● ASSIGNMENT:
Copy out the data word for word, without any of its pictures.

Stored dataset items
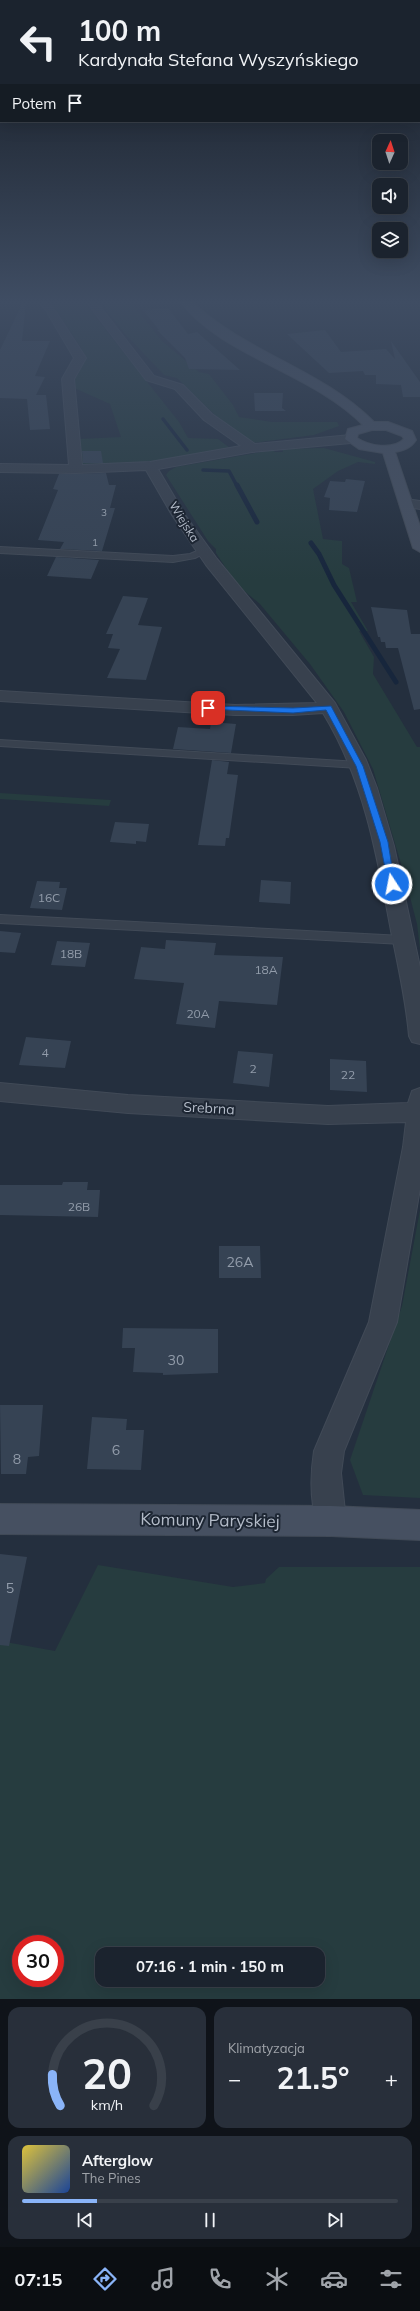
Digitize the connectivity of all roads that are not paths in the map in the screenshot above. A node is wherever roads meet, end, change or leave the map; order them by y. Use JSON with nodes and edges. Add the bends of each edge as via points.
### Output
{"nodes":[{"id":1,"x":69,"y":393,"type":"edge"},
{"id":2,"x":185,"y":393,"type":"edge"},
{"id":3,"x":332,"y":393,"type":"edge"},
{"id":4,"x":371,"y":426,"type":"junction"},
{"id":5,"x":414,"y":434,"type":"edge"},
{"id":6,"x":351,"y":439,"type":"junction"},
{"id":7,"x":252,"y":448,"type":"junction"},
{"id":8,"x":388,"y":449,"type":"junction"},
{"id":9,"x":150,"y":466,"type":"junction"},
{"id":10,"x":0,"y":468,"type":"edge"},
{"id":11,"x":76,"y":469,"type":"junction"},
{"id":12,"x":406,"y":503,"type":"junction"},
{"id":13,"x":420,"y":505,"type":"edge"},
{"id":14,"x":420,"y":548,"type":"edge"},
{"id":15,"x":0,"y":550,"type":"edge"},
{"id":16,"x":204,"y":551,"type":"junction"},
{"id":17,"x":0,"y":696,"type":"edge"},
{"id":18,"x":332,"y":712,"type":"junction"},
{"id":19,"x":0,"y":743,"type":"edge"},
{"id":20,"x":359,"y":766,"type":"junction"},
{"id":21,"x":0,"y":919,"type":"edge"},
{"id":22,"x":404,"y":940,"type":"junction"},
{"id":23,"x":420,"y":1036,"type":"edge"},
{"id":24,"x":0,"y":1092,"type":"edge"},
{"id":25,"x":420,"y":1104,"type":"edge"},
{"id":26,"x":0,"y":1518,"type":"edge"},
{"id":27,"x":331,"y":1522,"type":"junction"},
{"id":28,"x":420,"y":1525,"type":"edge"}],
"edges":[{"from":1,"to":11,"type":"street"},
{"from":2,"to":7,"type":"street","via":[[208,417]]},
{"from":3,"to":4,"type":"street"},
{"from":4,"to":5,"type":"street","via":[[392,427]]},
{"from":4,"to":6,"type":"street","via":[[357,429],[350,435]]},
{"from":5,"to":8,"type":"street","via":[[401,447]]},
{"from":6,"to":7,"type":"street"},
{"from":6,"to":8,"type":"street","via":[[365,447]]},
{"from":7,"to":9,"type":"street"},
{"from":8,"to":12,"type":"street"},
{"from":9,"to":11,"type":"street"},
{"from":9,"to":16,"type":"street","name":"Wiejska","via":[[192,537]]},
{"from":10,"to":11,"type":"street"},
{"from":12,"to":13,"type":"street"},
{"from":12,"to":14,"type":"street"},
{"from":15,"to":16,"type":"lane","name":"Wiejska","via":[[173,559]]},
{"from":16,"to":18,"type":"street","via":[[235,593],[304,673]]},
{"from":17,"to":18,"type":"street","via":[[195,707],[267,715]]},
{"from":18,"to":20,"type":"street"},
{"from":19,"to":20,"type":"lane"},
{"from":20,"to":22,"type":"street","via":[[384,842]]},
{"from":21,"to":22,"type":"lane"},
{"from":22,"to":23,"type":"street"},
{"from":24,"to":25,"type":"street","name":"Srebrna","via":[[128,1104],[328,1115]]},
{"from":25,"to":27,"type":"street","via":[[416,1146],[383,1322],[330,1451],[326,1473]]},
{"from":26,"to":27,"type":"street","name":"Komuny Paryskiej"},
{"from":27,"to":28,"type":"street","name":"Komuny Paryskiej"}]}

● RESULT FOR THIS TASK:
Digitize the connectivity of all roads that are not paths in the map in the screenshot above. A node is wherever roads meet, end, change or leave the map; order them by y. Use JSON with nodes and edges. Add the bends of each edge as via points.
### Output
{"nodes":[{"id":1,"x":69,"y":393,"type":"edge"},
{"id":2,"x":185,"y":393,"type":"edge"},
{"id":3,"x":332,"y":393,"type":"edge"},
{"id":4,"x":371,"y":426,"type":"junction"},
{"id":5,"x":414,"y":434,"type":"edge"},
{"id":6,"x":351,"y":439,"type":"junction"},
{"id":7,"x":252,"y":448,"type":"junction"},
{"id":8,"x":388,"y":449,"type":"junction"},
{"id":9,"x":150,"y":466,"type":"junction"},
{"id":10,"x":0,"y":468,"type":"edge"},
{"id":11,"x":76,"y":469,"type":"junction"},
{"id":12,"x":406,"y":503,"type":"junction"},
{"id":13,"x":420,"y":505,"type":"edge"},
{"id":14,"x":420,"y":548,"type":"edge"},
{"id":15,"x":0,"y":550,"type":"edge"},
{"id":16,"x":204,"y":551,"type":"junction"},
{"id":17,"x":0,"y":696,"type":"edge"},
{"id":18,"x":332,"y":712,"type":"junction"},
{"id":19,"x":0,"y":743,"type":"edge"},
{"id":20,"x":359,"y":766,"type":"junction"},
{"id":21,"x":0,"y":919,"type":"edge"},
{"id":22,"x":404,"y":940,"type":"junction"},
{"id":23,"x":420,"y":1036,"type":"edge"},
{"id":24,"x":0,"y":1092,"type":"edge"},
{"id":25,"x":420,"y":1104,"type":"edge"},
{"id":26,"x":0,"y":1518,"type":"edge"},
{"id":27,"x":331,"y":1522,"type":"junction"},
{"id":28,"x":420,"y":1525,"type":"edge"}],
"edges":[{"from":1,"to":11,"type":"street"},
{"from":2,"to":7,"type":"street","via":[[208,417]]},
{"from":3,"to":4,"type":"street"},
{"from":4,"to":5,"type":"street","via":[[392,427]]},
{"from":4,"to":6,"type":"street","via":[[357,429],[350,435]]},
{"from":5,"to":8,"type":"street","via":[[401,447]]},
{"from":6,"to":7,"type":"street"},
{"from":6,"to":8,"type":"street","via":[[365,447]]},
{"from":7,"to":9,"type":"street"},
{"from":8,"to":12,"type":"street"},
{"from":9,"to":11,"type":"street"},
{"from":9,"to":16,"type":"street","name":"Wiejska","via":[[192,537]]},
{"from":10,"to":11,"type":"street"},
{"from":12,"to":13,"type":"street"},
{"from":12,"to":14,"type":"street"},
{"from":15,"to":16,"type":"lane","name":"Wiejska","via":[[173,559]]},
{"from":16,"to":18,"type":"street","via":[[235,593],[304,673]]},
{"from":17,"to":18,"type":"street","via":[[195,707],[267,715]]},
{"from":18,"to":20,"type":"street"},
{"from":19,"to":20,"type":"lane"},
{"from":20,"to":22,"type":"street","via":[[384,842]]},
{"from":21,"to":22,"type":"lane"},
{"from":22,"to":23,"type":"street"},
{"from":24,"to":25,"type":"street","name":"Srebrna","via":[[128,1104],[328,1115]]},
{"from":25,"to":27,"type":"street","via":[[416,1146],[383,1322],[330,1451],[326,1473]]},
{"from":26,"to":27,"type":"street","name":"Komuny Paryskiej"},
{"from":27,"to":28,"type":"street","name":"Komuny Paryskiej"}]}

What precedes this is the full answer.